Manuel Álvarez Ortega: evidencia de la muerte

Su desaparición no llegará a la primera página de los periódicos, no sé siquiera si ocupará un pequeño espacio en la sección de cultura. En el momento en que escribo esto ningún medio digital da muestras de haberse enterado del deceso. Manuel Álvarez Ortega (Córdoba 1923-Madrid 2014) quedará enterrado en el olvido de una sociedad que definitivamente ha dado por prescindible lo necesario para vivir con dignidad.

Su poesía nos contempla todavía, ahora más, desarmados ante el enigma de la muerte y regresan, insidiosas, las preguntas que han llenado sus versos.


                              EVIDENCIA DE LA MUERTE

                           DE los muertos que el día glorifica
                           con su lluvia, ¿quién ha visto alzarse
                           alguna vez la queja de sus huesos?
                           Ahí están, reunidos en un pequeño coro
                           de llanto solitario, creando su oficio
                           sobre un reino que nunca se conoce.
                           A veces de la tierra sube un clamor
                           como un humo que llena el horizonte.
                           Conocemos su fría pulsación por la rama
                           que su carne sostiene. Pero ¿quién se siente
                           tan suyo que entregara un día de su vida
                           a la costumbre de su sueño subterráneo?

                           Hay un temblor oculto en todo lo que toca
                           su recuerdo, sus turbias cabelleras
                           se nos tienden como hilos de sombra,
                           nos rodean de innecesarios lamentos,
                           se sientan a nuestro lado y nos hacen beber
                           un licor amargo y tenebroso, un vino
                           hecho de flores de papel y hojas secas
                           y cintas con borrosas inscripciones.

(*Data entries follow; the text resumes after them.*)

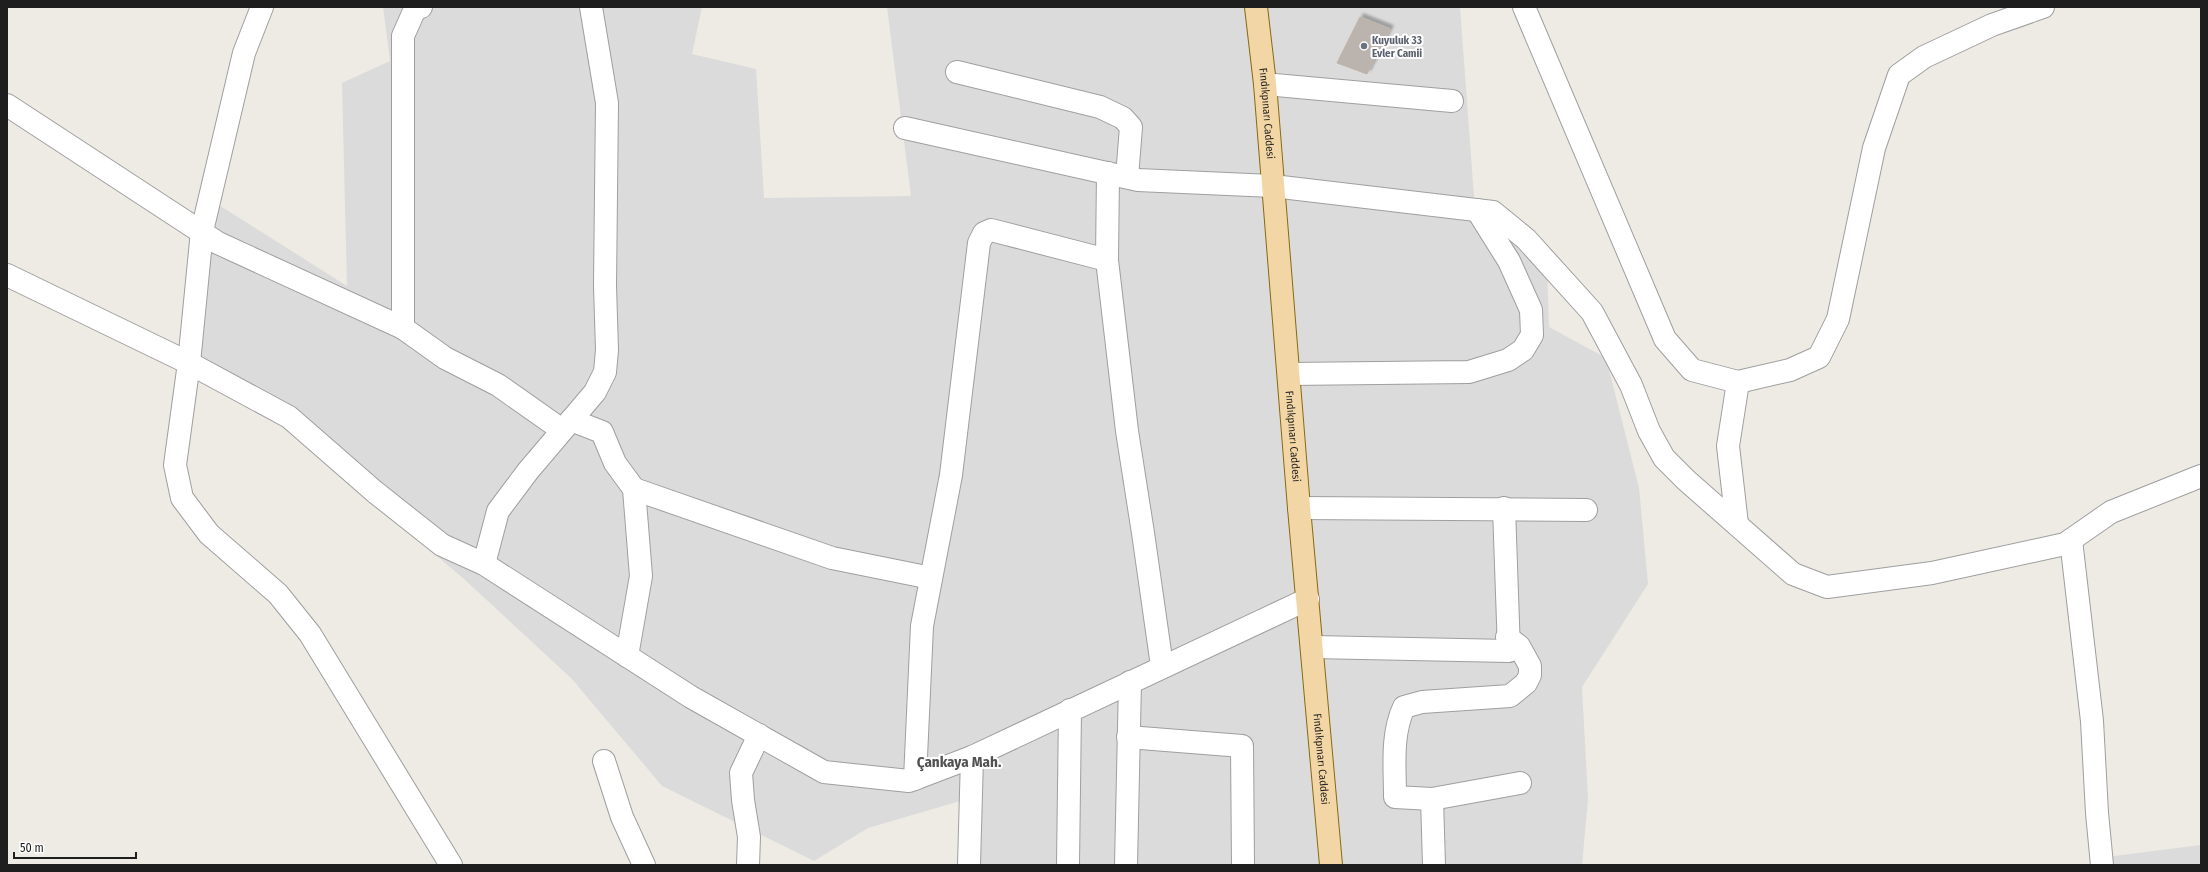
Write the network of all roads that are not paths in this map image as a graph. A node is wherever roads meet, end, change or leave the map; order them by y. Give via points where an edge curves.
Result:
1 (262, 7) edge
2 (421, 7) edge
3 (591, 7) edge
4 (1256, 7) edge
5 (1524, 7) edge
6 (2043, 7) edge
7 (957, 72) dead end
8 (1265, 84) junction
9 (1452, 101) dead end
10 (7, 105) edge
11 (905, 128) dead end
12 (1117, 175) junction
13 (1273, 186) junction
14 (1477, 210) junction
15 (202, 231) junction
16 (1107, 260) junction
17 (7, 275) edge
18 (403, 328) junction
19 (189, 362) junction
20 (1289, 374) junction
21 (1738, 382) junction
22 (567, 425) junction
23 (2201, 476) edge
24 (634, 489) junction
25 (1299, 508) junction
26 (1504, 508) junction
27 (1586, 510) dead end
28 (1737, 524) junction
29 (2071, 540) junction
30 (484, 564) junction
31 (931, 578) junction
32 (1308, 599) junction
33 (1507, 637) junction
34 (1313, 646) junction
35 (627, 656) junction
36 (1162, 666) junction
37 (1130, 682) junction
38 (1070, 710) junction
39 (759, 735) junction
40 (1128, 737) junction
41 (972, 757) junction
42 (604, 761) dead end
43 (914, 779) junction
44 (1520, 783) dead end
45 (1432, 800) junction
46 (451, 865) edge
47 (644, 865) edge
48 (748, 865) edge
49 (969, 865) edge
50 (1068, 865) edge
51 (1126, 865) edge
52 (1243, 865) edge
53 (1331, 865) edge
54 (1434, 865) edge
55 (2102, 865) edge

1 - 15 street via 244,53
2 - 18 street via 415,9 403,36
3 - 22 street via 607,103 607,350 602,379 595,392
4 - 8 main road, Fındıkpınarı Caddesi
5 - 21 street via 1665,339 1692,370
6 - 21 street via 1992,25 1937,51 1900,75 1874,148 1838,319 1819,357 1790,370
7 - 12 street via 1100,107 1123,118 1131,127
8 - 9 street
8 - 13 main road, Fındıkpınarı Caddesi
10 - 15 street
11 - 12 street
12 - 13 street via 1138,180
12 - 16 street
13 - 14 street
13 - 20 main road, Fındıkpınarı Caddesi
14 - 20 street via 1509,261 1531,310 1532,335 1523,350 1508,360 1469,372
14 - 28 street via 1493,212 1526,239 1592,312 1631,385 1649,431 1664,458
15 - 18 street via 218,243
15 - 19 street
16 - 31 street via 991,230 984,233 979,243 951,475
16 - 36 street via 1127,431
17 - 19 street
18 - 22 street via 444,358 498,385
19 - 30 street via 289,417 375,492 442,545
19 - 46 street via 174,465 182,498 209,534 278,594 310,634
20 - 25 main road, Fındıkpınarı Caddesi
21 - 28 street via 1728,446
22 - 24 street via 602,432 614,463
22 - 30 street via 498,511
23 - 29 street via 2111,512
24 - 31 street via 832,558
24 - 35 street via 641,576
25 - 26 street
25 - 32 main road, Fındıkpınarı Caddesi
26 - 27 street
26 - 33 street
28 - 29 street via 1793,574 1827,587 1932,573 2065,544
29 - 55 street via 2092,721
30 - 35 street
31 - 43 street via 922,626
32 - 34 main road, Fındıkpınarı Caddesi
32 - 36 street
33 - 34 street via 1508,651
33 - 45 street via 1519,646 1530,666 1530,675 1526,683 1510,696 1422,702 1404,707 1398,718 1395,797
34 - 53 main road, Fındıkpınarı Caddesi
35 - 39 street via 690,697
36 - 37 street
37 - 38 street
37 - 40 street
38 - 41 street
38 - 50 street
39 - 43 street via 824,772 901,781
39 - 48 street via 742,773 749,837
40 - 51 street
40 - 52 street via 1242,746
41 - 43 street
41 - 49 street
42 - 47 street via 622,817
44 - 45 street
45 - 54 street

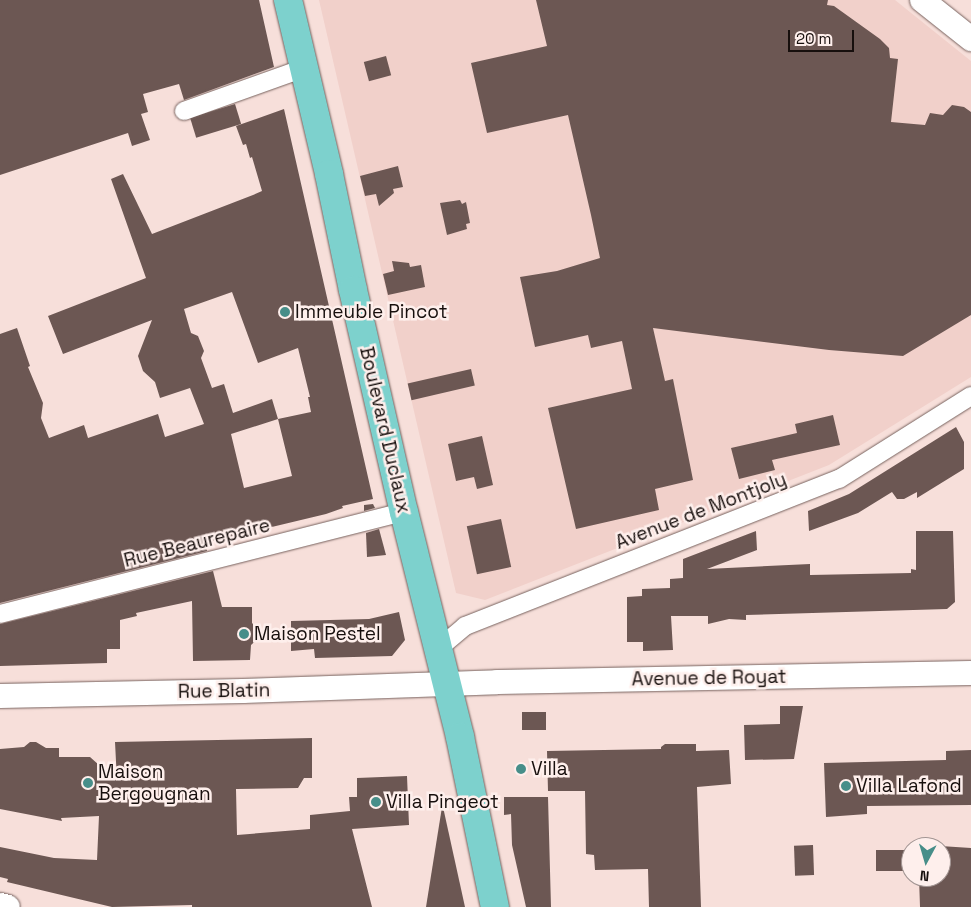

                           No son frutos de ningún jardín extraño
                           bajo la luna, florecen en la miseria
                           de nuestra carne, sin apenas contacto,
                           los llevamos dentro, queremos olvidarlos,
                           cedemos parte de nuestra propia materia
                           en las aguas tibias de sus manantiales.
                           Pero ¿quién sabría defenderse de su sangre
                           hereditaria cuando cada gota de su vida
                           es el germen que nos nutre y nos entrega
                           a la negra aventura de su abrazo?

                                                         (De Tiempo en el sur, 1955)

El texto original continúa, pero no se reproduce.